▶ DATA UNDER STUDY
BEGIN
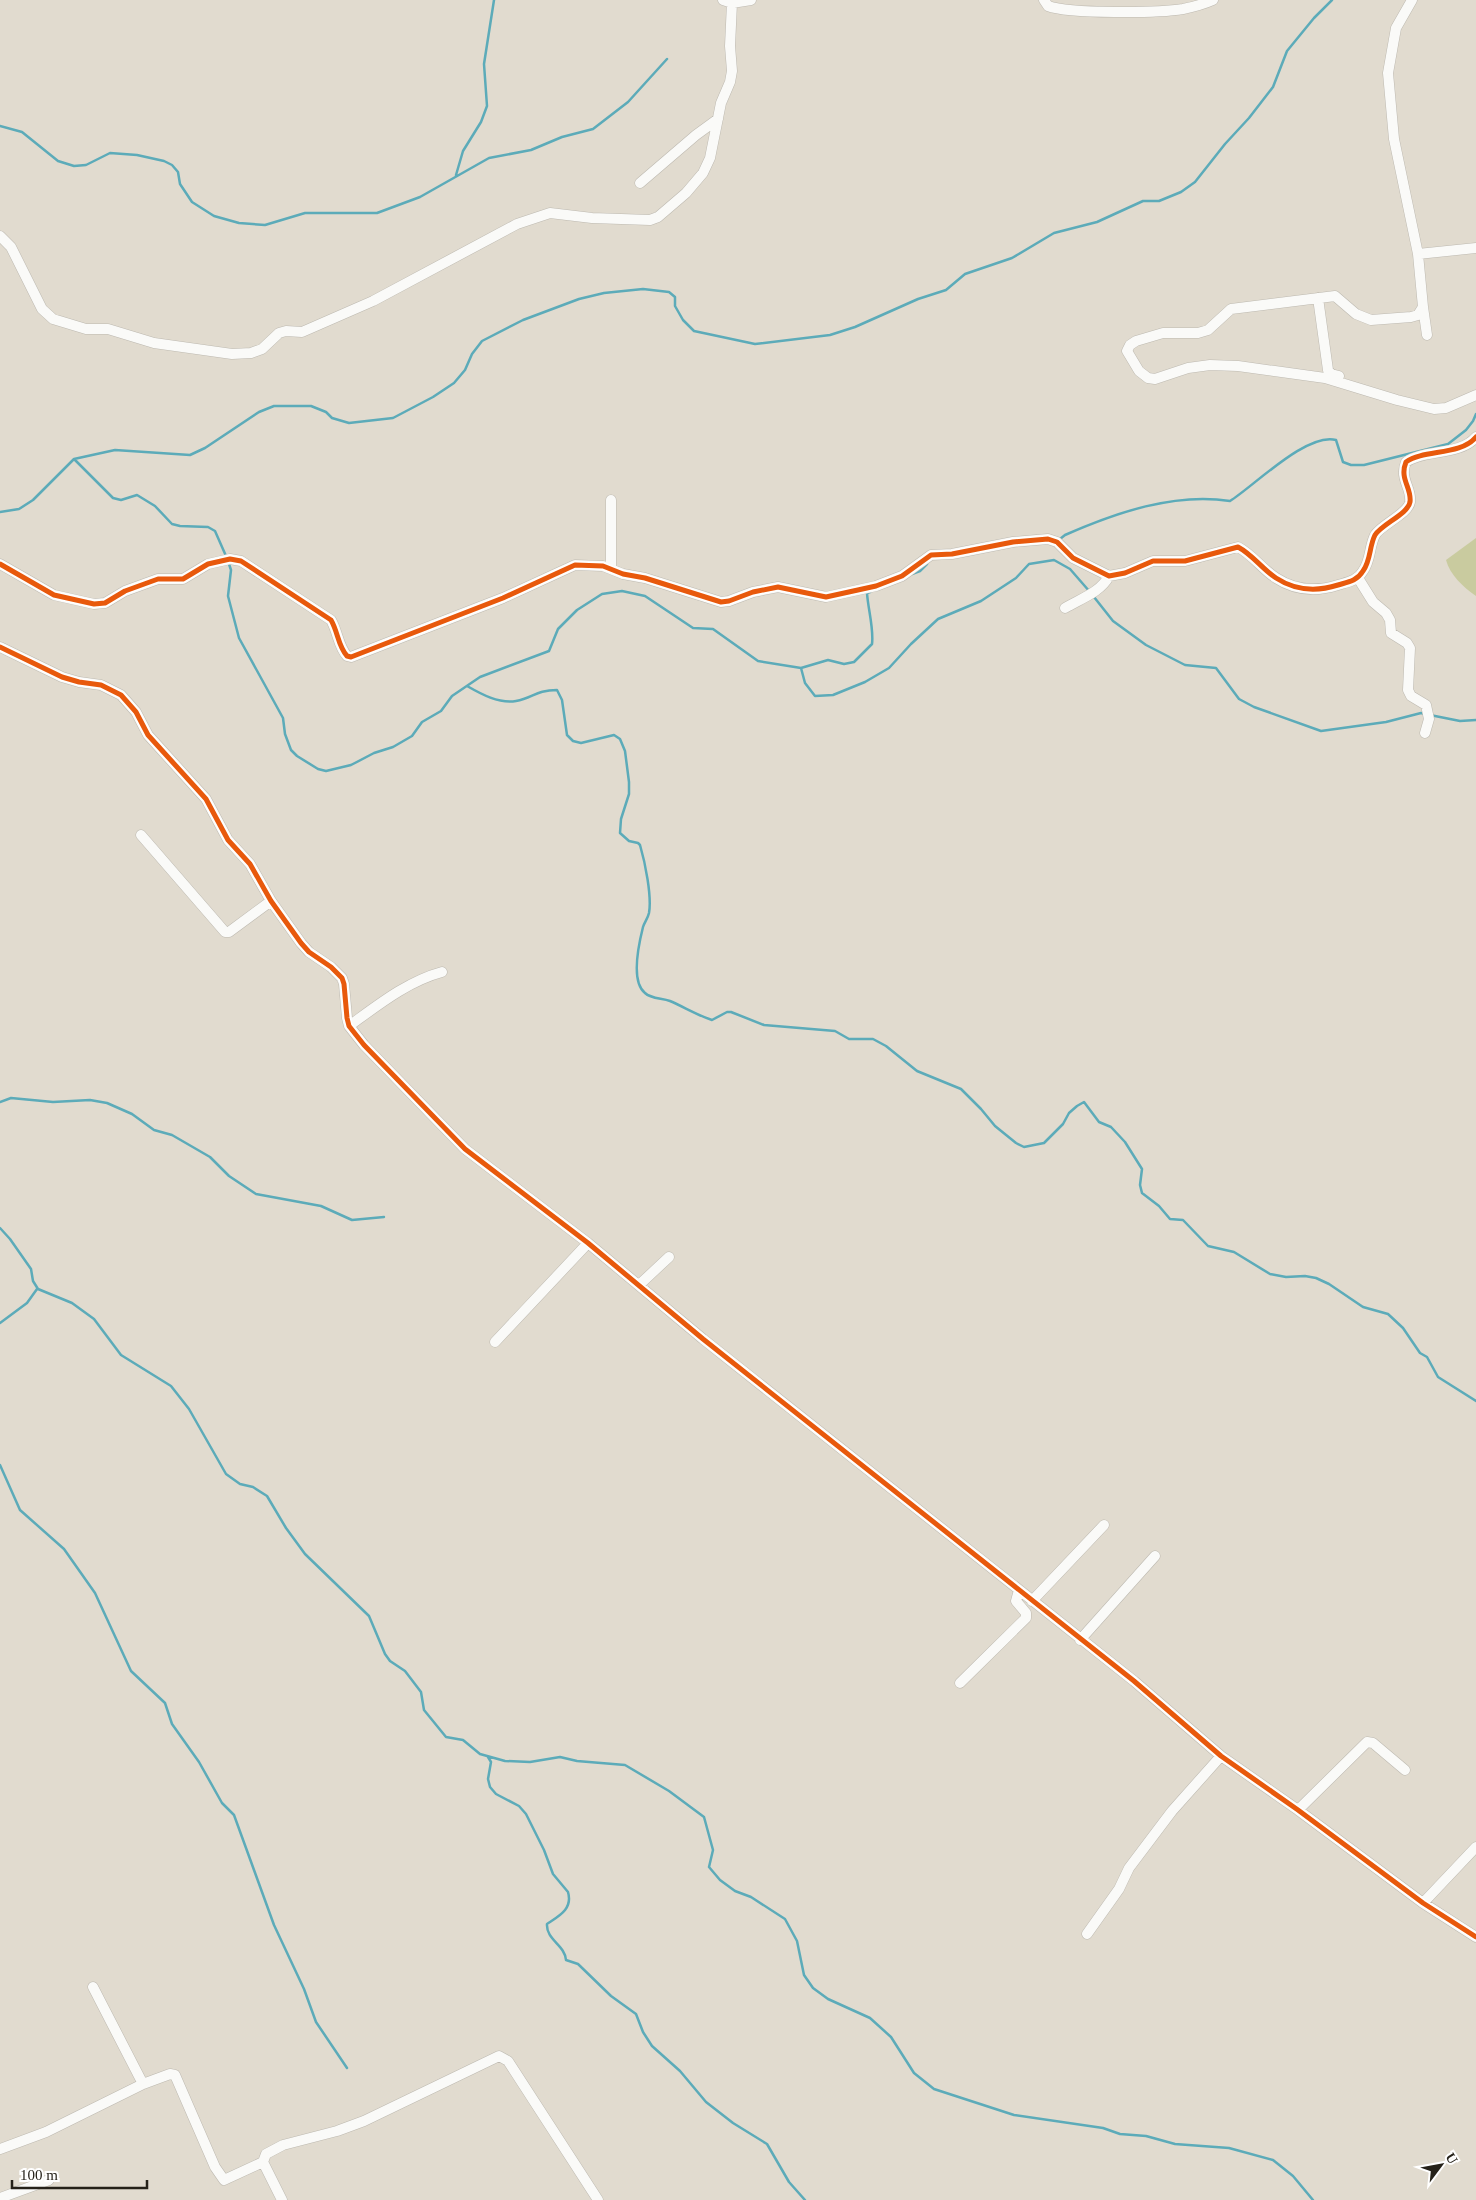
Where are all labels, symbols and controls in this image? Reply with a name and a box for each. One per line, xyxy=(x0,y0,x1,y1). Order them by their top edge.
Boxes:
north arrow xyxy=(1416,2140,1466,2190)
text: U xyxy=(1443,2150,1461,2167)
scale bar xyxy=(12,2158,148,2190)
text: 100 m xyxy=(20,2167,58,2183)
END
▶ TASK DETAILS
Only the pictures stay behind; copy everything else in the records above exactly.

▶ TASK RESULT
Where are all labels, symbols and controls in this image? Reply with a name and a box for each. One per line, xyxy=(x0,y0,x1,y1). Order them by their top edge.
Boxes:
north arrow xyxy=(1416,2140,1466,2190)
text: U xyxy=(1443,2150,1461,2167)
scale bar xyxy=(12,2158,148,2190)
text: 100 m xyxy=(20,2167,58,2183)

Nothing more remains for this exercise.